Collected data entries
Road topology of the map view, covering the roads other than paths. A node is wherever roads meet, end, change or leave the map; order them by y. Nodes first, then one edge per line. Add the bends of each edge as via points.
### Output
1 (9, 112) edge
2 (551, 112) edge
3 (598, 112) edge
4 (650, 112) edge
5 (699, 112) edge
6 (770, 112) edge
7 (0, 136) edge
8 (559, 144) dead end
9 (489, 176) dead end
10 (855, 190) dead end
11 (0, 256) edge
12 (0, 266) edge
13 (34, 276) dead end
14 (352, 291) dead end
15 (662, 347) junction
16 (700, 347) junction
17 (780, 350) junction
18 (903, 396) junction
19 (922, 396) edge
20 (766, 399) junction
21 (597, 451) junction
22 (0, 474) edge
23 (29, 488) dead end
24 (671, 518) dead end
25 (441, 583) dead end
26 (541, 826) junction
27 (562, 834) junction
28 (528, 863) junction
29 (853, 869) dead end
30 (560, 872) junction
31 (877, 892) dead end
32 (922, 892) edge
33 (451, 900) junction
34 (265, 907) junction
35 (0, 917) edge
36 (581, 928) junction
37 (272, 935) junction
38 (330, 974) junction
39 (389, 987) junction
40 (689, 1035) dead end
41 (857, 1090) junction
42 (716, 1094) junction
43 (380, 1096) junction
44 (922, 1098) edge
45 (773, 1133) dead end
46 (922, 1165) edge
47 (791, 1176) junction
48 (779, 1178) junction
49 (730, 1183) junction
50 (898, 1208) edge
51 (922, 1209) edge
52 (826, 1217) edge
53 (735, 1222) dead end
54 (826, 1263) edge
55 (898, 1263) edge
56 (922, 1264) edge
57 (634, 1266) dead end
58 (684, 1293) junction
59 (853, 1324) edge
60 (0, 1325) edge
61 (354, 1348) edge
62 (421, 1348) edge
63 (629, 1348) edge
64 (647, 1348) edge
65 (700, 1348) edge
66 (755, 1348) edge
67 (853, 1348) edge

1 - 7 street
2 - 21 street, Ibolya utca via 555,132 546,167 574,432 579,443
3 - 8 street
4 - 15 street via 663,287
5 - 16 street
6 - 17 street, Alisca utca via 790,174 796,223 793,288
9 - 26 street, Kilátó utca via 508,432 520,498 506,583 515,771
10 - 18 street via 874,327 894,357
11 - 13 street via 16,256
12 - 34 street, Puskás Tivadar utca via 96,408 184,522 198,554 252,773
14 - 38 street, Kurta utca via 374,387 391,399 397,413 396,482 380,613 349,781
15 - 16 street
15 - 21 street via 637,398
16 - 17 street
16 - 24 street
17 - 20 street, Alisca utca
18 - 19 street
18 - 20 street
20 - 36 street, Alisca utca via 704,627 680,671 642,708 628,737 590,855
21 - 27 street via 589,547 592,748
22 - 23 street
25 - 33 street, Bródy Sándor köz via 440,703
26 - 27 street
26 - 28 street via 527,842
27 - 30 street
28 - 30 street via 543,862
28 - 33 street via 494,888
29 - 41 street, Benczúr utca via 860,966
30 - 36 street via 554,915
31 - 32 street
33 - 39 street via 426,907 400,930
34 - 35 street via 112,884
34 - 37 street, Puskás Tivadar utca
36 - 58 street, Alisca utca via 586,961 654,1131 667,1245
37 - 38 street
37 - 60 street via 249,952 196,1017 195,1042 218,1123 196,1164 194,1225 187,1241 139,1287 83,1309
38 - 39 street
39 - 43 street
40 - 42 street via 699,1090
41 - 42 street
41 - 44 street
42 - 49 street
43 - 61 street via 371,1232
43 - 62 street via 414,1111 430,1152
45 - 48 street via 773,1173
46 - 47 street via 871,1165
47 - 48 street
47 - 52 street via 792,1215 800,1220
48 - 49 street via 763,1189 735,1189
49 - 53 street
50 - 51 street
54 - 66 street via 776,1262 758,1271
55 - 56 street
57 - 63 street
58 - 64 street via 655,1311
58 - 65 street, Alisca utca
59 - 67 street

Directions. Looking at the entries above, copy out every line in which "Tivadar" occurs.

Solution to this exercise.
12 - 34 street, Puskás Tivadar utca via 96,408 184,522 198,554 252,773
34 - 37 street, Puskás Tivadar utca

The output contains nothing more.